Maan, whose discomfort he had enjoyed, now enjoyed his discomfort.
‘I won’t tell my father,’ he said.
‘He’ll take my land away if he hears of it,’ said the farmer — who either believed in the exaggerated powers of the Minister of Revenue, or else thought it politic to exaggerate his fear.
‘He’ll do nothing of the kind,’ said Maan. Thinking of his father he felt a sudden spasm of outrage.
‘When zamindari is abolished, all these lands will be taken by him,’ said the farmer. ‘Even the Nawab Sahib’s estates. What can a small landowner like me do?’
‘I’ll tell you what,’ said Maan. ‘Don’t tell me your name. Then you’ll be safe.’
The farmer seemed amused by this idea, and repeated it to himself a couple of times.
Suddenly the train started jolting, as if the brake had been applied, and in a short while came to a halt in open countryside.
‘This always happens,’ said Rasheed with a flicker of irritation.
‘What does?’ said Maan.
‘These schoolboys pulling the chain and stopping the train when it gets close to their village.
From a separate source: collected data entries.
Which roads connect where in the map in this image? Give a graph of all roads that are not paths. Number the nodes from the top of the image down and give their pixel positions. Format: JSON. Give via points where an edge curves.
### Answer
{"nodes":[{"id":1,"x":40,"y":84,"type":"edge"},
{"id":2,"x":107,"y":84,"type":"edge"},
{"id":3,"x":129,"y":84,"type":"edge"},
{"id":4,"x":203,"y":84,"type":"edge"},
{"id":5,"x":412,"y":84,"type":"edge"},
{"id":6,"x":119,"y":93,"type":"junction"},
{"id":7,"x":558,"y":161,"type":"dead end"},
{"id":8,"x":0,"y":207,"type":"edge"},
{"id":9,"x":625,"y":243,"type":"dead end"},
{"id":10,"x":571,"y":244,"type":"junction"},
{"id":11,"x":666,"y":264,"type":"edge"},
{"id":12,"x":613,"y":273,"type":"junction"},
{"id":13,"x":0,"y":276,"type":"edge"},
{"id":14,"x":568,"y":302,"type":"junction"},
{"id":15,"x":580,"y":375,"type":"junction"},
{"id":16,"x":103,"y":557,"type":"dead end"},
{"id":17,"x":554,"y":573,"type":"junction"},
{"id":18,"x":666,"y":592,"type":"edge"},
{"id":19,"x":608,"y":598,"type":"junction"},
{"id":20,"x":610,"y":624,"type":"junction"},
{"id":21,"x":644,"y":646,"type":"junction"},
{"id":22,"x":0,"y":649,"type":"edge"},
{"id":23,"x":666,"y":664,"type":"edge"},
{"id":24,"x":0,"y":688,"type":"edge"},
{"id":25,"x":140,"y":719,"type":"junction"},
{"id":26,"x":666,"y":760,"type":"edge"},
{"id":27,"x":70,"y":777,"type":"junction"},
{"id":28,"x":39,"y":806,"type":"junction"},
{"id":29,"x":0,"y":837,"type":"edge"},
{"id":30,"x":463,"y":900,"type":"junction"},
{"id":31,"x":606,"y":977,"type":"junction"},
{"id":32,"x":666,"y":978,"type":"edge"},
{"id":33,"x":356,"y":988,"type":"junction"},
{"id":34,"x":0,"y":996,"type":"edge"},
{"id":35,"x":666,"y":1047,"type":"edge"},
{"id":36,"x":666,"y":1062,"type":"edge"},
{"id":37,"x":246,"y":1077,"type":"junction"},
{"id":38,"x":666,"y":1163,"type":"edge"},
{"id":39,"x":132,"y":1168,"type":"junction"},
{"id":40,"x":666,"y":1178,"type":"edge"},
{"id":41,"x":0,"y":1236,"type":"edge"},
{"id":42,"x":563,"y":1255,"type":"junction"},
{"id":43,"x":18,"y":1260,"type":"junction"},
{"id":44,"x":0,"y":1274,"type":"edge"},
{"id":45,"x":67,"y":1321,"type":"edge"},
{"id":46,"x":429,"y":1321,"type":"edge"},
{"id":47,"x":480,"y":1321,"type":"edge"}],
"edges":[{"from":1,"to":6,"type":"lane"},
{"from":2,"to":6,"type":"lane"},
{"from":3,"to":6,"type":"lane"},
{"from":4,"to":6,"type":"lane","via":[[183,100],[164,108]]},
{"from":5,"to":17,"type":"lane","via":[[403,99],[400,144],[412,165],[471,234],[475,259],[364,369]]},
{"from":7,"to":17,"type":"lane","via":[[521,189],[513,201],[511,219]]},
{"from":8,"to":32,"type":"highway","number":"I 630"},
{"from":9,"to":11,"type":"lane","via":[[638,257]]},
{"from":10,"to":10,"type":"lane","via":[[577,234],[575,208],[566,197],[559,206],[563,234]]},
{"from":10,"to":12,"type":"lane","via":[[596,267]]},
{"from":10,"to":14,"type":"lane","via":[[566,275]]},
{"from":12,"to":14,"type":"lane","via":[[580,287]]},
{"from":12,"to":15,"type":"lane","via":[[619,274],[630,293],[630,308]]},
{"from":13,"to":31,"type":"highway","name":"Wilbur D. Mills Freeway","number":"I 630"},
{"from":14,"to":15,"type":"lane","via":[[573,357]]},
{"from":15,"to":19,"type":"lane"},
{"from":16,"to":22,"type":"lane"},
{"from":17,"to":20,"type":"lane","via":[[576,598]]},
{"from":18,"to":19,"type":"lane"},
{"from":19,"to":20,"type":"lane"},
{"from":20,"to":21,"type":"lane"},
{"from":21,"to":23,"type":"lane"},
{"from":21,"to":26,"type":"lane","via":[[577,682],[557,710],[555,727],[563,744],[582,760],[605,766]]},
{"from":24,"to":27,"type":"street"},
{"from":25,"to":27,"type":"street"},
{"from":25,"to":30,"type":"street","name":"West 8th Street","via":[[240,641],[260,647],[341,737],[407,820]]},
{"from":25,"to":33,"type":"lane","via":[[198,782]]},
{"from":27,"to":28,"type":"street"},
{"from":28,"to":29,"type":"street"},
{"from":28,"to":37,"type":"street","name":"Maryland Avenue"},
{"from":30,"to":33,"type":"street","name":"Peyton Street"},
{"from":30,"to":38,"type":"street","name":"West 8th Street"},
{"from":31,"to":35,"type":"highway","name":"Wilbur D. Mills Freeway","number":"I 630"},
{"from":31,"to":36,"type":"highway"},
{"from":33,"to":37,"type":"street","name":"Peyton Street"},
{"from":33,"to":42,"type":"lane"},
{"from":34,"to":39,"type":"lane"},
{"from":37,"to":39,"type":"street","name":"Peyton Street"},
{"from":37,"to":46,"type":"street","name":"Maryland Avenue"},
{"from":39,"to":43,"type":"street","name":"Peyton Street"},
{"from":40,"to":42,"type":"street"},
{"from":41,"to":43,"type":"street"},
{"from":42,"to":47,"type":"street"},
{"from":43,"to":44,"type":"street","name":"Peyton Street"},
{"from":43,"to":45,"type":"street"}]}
It’s just the boys of this particular locality. By the time the guards get to their carriage, they’ve disappeared into the sugarcane fields.’
‘Can’t they do something about it?’ said Maan.
‘There’s no way of controlling them. Either they should simply halt the train here and admit defeat. Or else they should catch one of them somehow, and make an example of him.’
‘How?’
‘Oh, beat him up soundly,’ said Rasheed calmly. ‘And lock him up for a few days.’